The state senators, Angela Giron (D-Pueblo) and senate president John Morse (D-Colo. Springs) were critical in narrowly passing the gun laws over objections of their constituents.
Bloomberg hired lobbyists to operate in Colorado for the duration of the gun control debate that passed several new anti-gun laws including mandatory background checks and magazine capacity limits. Bloomberg was also in communication with Colorado governor John Hickenlooper, who signed the controversial bills into law without objection.
Grassroots gun rights groups formed immediately, collecting signatures in order to start the recall election process, targeting four senators and successfully petitioning for the recall elections of Giron and Morse.
After the Colorado department of state verified that the petitioners had collected enough valid signatures, the senators filed suit, claiming that the petitions used did not meet the constitutional burden required to force a recall election.
Federal court judge disagreed, pointing out that the petitions used were provided for the gun rights organizers by the department of state and that the same petition forms have been used by petitioners from both parties with past recall attempts.
Now with Giron and Morse being forced to run again for their seats in September of this year, Bloomberg may more directly back the senators’ reelection bids.
After finding out that the senators are both facing recall elections, Bloomberg was asked if his anti-gun rights organization, Mayors Against Illegal Guns, was turning towards Colorado politics.
“I certainly hope so,” he said, adding, “These two elected officials apparently had the courage to stand up and vote for a sensible gun law where you just have background checks to keep people with mental illnesses … and people with criminal records from buying guns. Something that 80 or 90 percent even of NRA members are in favor of.”

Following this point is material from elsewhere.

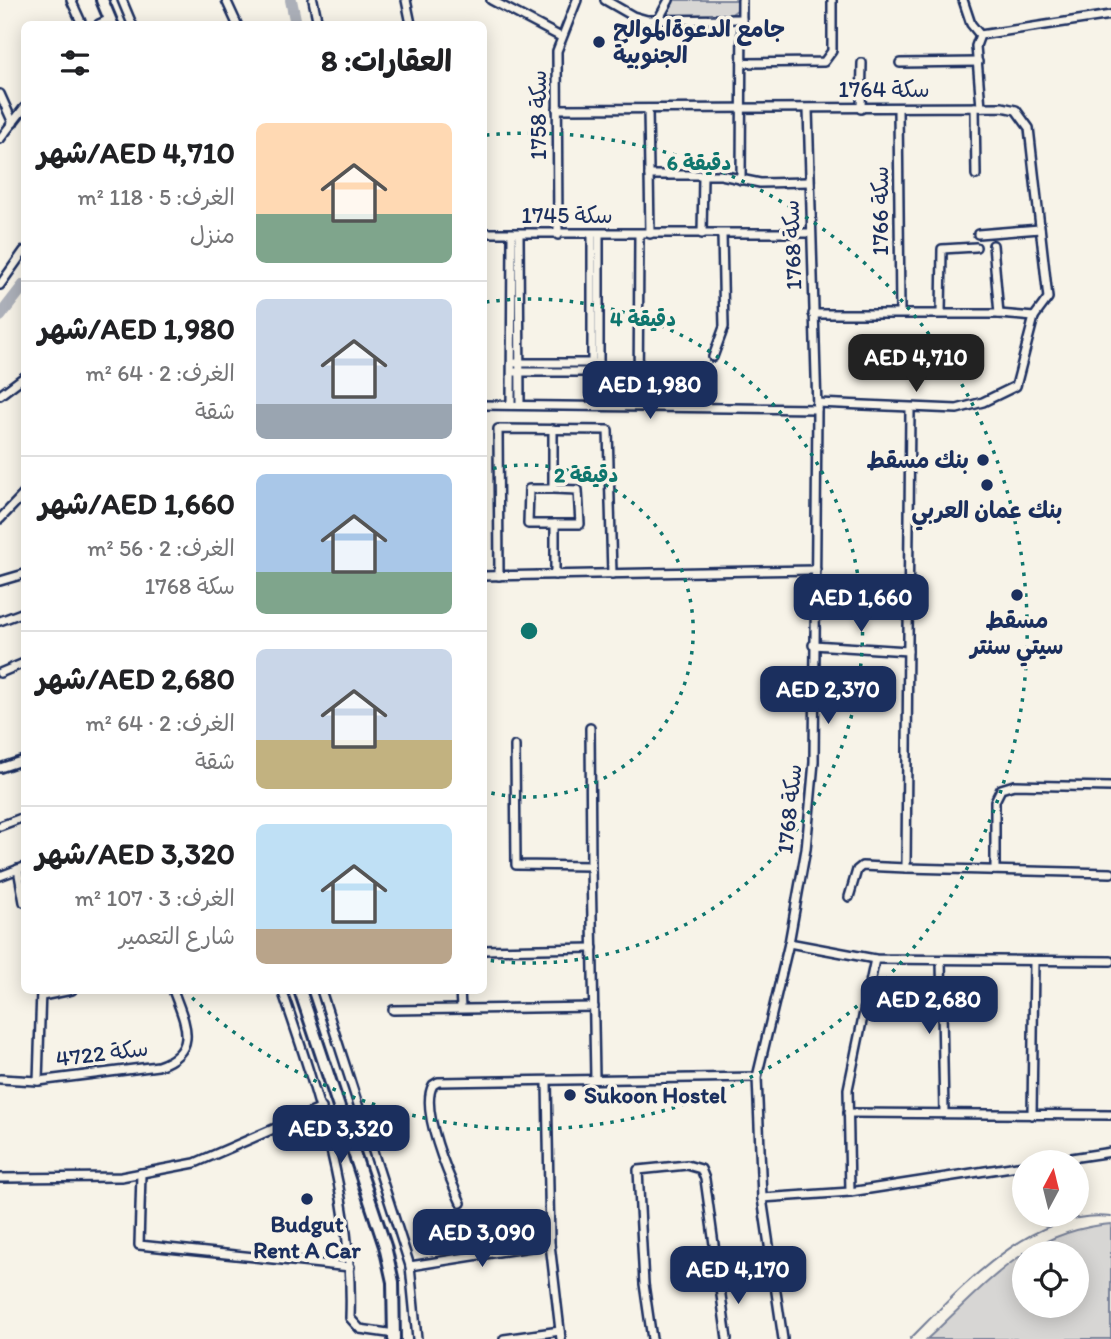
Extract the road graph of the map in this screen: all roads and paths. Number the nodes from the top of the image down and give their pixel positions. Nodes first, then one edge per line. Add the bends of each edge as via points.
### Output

While there exists some support for mandatory background checks nation-wide, Gallup polls indicate that nowhere near that percentage of the population is in favor of them, with some calling it “the 90 percent myth.”
“They’re going to turn out to ride me out of town on a rail,” Morse said. “Symbolically, if you could take me out, that would be a benefit to the special gun interests.”
Morse has filed a criminal complaint with the Colo. Springs district attorney’s office, calling out the signatures for being fraudulent, even though they have been twice vetted and his administration had the opportunity to investigate the signatures themselves.
Morse’s campaigners were accused of harassing people who signed the petition, while Giron’s supporters were caught on tape in what looks like accepting money to protest against the petitioners.
Currently the new gun laws are headed to a federal court in a lawsuit backed by gun and civil rights groups, major manufacturers including Magpul and 55 of the state’s 64 sheriffs.
It has been revealed that Bloomberg has been funneling taxes from New York into his anti-gun group, MAIG.
Bloomberg staffer John McCarthy defended the arrangement, saying “The Mayor’s top priority is keeping New Yorkers safe and that includes seeking sane gun laws in other states and D.C. to help reduce the flow of illegal guns to New York.”